Investing.com — The U.S. economy posted fewer jobs than expected for a second straight month in December, but the government’s monthly report still pointed to ongoing inflationary pressures coming from the labor market.
The Labor Department said nonfarm employment rose by only 199,000 through the middle of the month. That’s only half the expected 400,000 and a sharp contrast to the 807,000 gain in private payrolls reported in ADP’s concurrent survey earlier in the week. The disappointment was only partly mitigated by an upward revision of 39,000 to November’s payrolls number.
However, there was still plenty of evidence that labor market tightness is feeding through into higher wages. Average hourly earnings rose 0.6% on the month, faster than November’s rate of 0.4%, which was also revised higher. Analysts had forecast growth of 0.4%. The unemployment rate, meanwhile, fell below 4% of the workforce for the first time since March 2020, and the broader U6 unemployment rate, which captures a broader range of underemployment, fell sharply to 7.3% from 7.7% a month earlier.

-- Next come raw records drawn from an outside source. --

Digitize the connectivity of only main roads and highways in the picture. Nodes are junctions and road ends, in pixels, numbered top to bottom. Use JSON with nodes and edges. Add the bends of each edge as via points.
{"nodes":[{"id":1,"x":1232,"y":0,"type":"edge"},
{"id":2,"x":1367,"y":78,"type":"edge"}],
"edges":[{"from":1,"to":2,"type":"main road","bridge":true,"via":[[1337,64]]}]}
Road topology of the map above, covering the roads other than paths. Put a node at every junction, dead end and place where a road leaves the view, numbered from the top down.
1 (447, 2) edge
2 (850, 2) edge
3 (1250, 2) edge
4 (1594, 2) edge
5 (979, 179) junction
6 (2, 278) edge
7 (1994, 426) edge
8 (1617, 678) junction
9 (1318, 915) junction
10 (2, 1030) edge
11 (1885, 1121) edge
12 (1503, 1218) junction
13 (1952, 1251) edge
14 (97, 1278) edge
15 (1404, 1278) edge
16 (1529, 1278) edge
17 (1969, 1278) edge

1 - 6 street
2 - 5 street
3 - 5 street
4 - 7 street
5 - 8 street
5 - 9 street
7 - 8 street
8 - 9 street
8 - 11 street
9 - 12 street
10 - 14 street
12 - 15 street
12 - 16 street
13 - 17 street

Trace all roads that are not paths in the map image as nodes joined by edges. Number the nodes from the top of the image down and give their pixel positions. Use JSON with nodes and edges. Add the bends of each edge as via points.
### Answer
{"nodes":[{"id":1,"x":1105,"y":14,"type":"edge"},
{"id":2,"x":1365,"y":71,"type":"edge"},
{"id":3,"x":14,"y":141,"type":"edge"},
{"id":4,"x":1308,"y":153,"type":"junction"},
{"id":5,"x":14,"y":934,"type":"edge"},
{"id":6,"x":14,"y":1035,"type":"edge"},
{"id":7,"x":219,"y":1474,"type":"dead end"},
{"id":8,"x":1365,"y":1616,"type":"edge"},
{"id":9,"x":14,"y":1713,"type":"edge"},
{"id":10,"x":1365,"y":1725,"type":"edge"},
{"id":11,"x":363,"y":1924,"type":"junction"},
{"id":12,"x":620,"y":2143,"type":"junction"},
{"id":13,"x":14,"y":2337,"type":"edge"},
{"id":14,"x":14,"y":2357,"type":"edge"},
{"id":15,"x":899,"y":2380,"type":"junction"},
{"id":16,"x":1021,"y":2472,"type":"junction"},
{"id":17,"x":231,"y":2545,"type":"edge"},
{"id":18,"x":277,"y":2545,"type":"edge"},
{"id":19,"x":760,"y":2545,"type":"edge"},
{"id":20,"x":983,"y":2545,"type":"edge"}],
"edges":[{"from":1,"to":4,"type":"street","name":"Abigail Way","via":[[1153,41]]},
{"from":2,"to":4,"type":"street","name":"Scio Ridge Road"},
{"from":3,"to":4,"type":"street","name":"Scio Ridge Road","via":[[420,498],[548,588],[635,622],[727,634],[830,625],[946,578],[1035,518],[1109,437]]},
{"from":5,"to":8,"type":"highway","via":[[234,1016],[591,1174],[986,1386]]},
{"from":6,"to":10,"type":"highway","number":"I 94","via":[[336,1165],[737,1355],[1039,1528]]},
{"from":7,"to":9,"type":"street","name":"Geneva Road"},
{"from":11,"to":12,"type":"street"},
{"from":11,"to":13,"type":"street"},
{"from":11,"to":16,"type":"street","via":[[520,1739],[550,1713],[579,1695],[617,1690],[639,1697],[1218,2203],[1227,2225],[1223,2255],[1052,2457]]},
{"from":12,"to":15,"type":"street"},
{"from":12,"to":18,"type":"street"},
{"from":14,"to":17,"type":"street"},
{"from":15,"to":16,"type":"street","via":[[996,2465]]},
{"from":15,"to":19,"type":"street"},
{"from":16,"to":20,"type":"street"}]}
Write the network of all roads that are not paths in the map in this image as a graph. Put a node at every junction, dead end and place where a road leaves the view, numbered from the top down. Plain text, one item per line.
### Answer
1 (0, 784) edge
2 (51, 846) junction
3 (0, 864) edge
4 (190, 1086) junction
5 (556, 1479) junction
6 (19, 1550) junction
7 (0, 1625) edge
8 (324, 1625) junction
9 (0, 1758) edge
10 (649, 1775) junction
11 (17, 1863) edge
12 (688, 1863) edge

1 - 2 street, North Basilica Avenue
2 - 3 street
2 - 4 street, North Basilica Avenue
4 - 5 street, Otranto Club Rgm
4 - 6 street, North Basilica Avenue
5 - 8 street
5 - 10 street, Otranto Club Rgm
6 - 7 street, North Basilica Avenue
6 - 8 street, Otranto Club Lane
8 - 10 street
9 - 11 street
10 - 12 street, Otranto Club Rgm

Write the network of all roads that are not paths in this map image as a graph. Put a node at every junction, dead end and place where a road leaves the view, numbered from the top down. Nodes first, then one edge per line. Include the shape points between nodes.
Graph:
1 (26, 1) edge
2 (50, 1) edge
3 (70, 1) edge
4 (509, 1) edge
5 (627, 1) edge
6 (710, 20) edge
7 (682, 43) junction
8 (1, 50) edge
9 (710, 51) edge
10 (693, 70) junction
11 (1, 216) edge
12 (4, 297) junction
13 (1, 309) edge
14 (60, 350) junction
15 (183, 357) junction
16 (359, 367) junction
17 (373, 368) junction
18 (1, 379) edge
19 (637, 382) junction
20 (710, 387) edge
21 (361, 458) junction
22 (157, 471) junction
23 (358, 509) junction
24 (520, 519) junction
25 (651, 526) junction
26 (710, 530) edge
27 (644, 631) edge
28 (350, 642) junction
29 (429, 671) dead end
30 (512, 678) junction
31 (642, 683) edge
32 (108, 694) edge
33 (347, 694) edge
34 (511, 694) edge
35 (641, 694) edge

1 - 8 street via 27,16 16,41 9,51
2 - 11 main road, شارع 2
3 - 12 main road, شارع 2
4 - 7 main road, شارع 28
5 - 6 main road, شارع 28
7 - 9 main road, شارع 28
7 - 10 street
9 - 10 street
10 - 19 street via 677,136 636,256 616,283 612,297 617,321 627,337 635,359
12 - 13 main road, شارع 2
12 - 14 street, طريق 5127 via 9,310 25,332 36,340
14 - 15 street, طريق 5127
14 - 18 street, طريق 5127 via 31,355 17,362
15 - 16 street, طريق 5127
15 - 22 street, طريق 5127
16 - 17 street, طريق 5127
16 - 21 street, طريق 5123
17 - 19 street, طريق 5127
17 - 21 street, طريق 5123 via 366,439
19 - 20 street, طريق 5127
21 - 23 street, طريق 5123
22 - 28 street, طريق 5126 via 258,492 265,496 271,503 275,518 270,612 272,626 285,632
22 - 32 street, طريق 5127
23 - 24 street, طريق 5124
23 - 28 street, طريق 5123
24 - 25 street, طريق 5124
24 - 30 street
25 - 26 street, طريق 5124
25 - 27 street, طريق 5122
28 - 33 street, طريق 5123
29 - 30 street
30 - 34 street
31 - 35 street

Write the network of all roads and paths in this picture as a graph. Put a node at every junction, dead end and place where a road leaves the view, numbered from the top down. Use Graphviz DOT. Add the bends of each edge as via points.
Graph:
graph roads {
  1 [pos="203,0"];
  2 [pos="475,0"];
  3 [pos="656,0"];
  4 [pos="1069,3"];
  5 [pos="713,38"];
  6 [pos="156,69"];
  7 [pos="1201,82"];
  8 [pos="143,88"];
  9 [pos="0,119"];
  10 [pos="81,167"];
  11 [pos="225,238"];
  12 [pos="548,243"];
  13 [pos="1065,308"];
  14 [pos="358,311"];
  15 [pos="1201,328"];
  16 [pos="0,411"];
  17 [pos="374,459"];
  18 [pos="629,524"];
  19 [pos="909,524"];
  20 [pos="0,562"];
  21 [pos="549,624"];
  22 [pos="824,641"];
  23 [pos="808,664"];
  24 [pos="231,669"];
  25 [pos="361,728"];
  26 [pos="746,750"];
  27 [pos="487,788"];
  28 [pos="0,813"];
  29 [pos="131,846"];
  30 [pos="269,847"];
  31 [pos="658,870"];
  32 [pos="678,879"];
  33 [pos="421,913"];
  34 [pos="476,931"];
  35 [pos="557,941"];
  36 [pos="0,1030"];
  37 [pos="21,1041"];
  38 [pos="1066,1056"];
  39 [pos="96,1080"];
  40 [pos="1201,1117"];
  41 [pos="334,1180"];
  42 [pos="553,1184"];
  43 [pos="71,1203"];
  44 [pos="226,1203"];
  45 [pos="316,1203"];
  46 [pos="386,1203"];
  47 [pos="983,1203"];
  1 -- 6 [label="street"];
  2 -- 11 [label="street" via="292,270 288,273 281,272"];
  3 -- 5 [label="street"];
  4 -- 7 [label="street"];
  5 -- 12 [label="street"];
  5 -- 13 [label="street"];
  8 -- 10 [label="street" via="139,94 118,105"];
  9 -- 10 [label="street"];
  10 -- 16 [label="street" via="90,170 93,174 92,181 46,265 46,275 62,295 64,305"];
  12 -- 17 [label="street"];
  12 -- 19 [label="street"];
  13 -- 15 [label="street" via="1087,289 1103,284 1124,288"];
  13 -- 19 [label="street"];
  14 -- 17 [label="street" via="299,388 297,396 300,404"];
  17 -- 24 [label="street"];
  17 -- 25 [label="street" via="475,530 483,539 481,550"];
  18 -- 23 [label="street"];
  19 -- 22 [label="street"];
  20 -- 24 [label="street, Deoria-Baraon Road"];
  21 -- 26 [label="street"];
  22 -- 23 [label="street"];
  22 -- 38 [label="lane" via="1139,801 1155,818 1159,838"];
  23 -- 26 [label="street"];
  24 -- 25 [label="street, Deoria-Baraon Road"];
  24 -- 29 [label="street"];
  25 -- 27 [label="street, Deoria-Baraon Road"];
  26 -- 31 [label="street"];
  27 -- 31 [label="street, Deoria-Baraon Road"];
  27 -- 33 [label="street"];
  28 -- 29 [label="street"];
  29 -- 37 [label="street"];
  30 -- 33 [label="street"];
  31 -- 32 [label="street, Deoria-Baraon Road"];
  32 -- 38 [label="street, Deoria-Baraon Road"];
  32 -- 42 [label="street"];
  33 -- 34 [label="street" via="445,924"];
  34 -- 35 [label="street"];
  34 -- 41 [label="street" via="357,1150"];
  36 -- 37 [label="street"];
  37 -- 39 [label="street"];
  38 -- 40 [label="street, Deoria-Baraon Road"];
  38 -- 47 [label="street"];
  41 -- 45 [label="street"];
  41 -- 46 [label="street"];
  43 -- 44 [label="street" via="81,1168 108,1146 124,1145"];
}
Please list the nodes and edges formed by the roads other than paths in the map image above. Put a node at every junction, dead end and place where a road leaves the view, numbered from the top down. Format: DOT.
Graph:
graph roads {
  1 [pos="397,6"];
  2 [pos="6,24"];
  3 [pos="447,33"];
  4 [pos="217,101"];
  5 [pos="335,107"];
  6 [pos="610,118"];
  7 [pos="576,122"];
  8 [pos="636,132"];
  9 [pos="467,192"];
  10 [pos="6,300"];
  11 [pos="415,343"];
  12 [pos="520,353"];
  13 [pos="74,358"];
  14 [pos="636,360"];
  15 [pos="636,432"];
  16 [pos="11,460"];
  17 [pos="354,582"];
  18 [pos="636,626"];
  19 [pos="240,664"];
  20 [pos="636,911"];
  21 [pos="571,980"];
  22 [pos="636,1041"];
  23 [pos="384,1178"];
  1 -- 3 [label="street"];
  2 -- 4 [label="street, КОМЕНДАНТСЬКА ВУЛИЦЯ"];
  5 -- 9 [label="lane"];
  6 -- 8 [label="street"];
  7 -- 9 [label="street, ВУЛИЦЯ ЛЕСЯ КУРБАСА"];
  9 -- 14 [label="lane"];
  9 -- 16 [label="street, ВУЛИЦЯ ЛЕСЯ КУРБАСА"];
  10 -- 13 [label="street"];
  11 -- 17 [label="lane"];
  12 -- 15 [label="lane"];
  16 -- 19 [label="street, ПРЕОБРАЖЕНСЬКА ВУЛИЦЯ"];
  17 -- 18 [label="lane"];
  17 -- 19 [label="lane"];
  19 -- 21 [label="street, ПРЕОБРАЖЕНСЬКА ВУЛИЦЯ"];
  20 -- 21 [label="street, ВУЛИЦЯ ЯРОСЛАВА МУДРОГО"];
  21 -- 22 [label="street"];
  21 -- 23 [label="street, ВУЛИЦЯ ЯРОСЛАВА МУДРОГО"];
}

“There are methodological issues with the establishment survey,” said Marc Chandler, managing director of Bannockburn Global Forex via Twitter (NYSE:TWTR). “Seasonal patterns have been neutered by Covid and fewer companies (are) participating.”
Chandler suggested that the Fed is focusing more on inflation than on jobs numbers right now, and that next week’s data are likely to show another rise in inflation in December.
“The Fed is on course to hike earlier rather than later,” tweeted Societe Generale (OTC:SCGLY) Macro Strategist Kit Juckes.
U.S. stock futures reacted negatively to the news, reversing tentative gains made in the overnight session on perceptions that the data will embolden the Federal Reserve to tighten monetary policy more and faster than thought earlier. By 8:45 AM ET (1345 GMT), Dow Jones Futures were down 58 points, or 0.2%, while the S&P 500 Futures contract was also down 0.2% and Nasdaq 100 Futures were down 0.6%.
Other risk assets also suffered, with Bitcoin falling 4% to trade close to a four-month low of $41,206 that it hit earlier in the session.
With the exception of the headline jobs number, the report broadly corroborates the picture painted earlier this week by other economic data that showed companies struggling to retain staff despite rapidly rising labor costs. The Labor Department’s Job Openings and Labor Turnover survey showed employees quit their jobs at a record rate in November – with analysts surmising that those that departed went mostly to higher-paid jobs elsewhere. The Institute of Supply Management’s non-manufacturing activity index, meanwhile, was skewed sharply higher by the prices subindex, which is closely correlated to labor costs.
The report also hinted at the ongoing structural labor market problems left behind by the pandemic, one of which has been the disproportionate pressure on women to drop out of the labor force due to school closures and childcare requirements (as well as the disproportionate impact of the pandemic on services, where female participation is higher than in manufacturing). Liz Ann Sonders, chief investment strategist with Charles Schwab (NYSE:SCHW), noted that 152,000 men took jobs in the month, compared to only 66,000 women.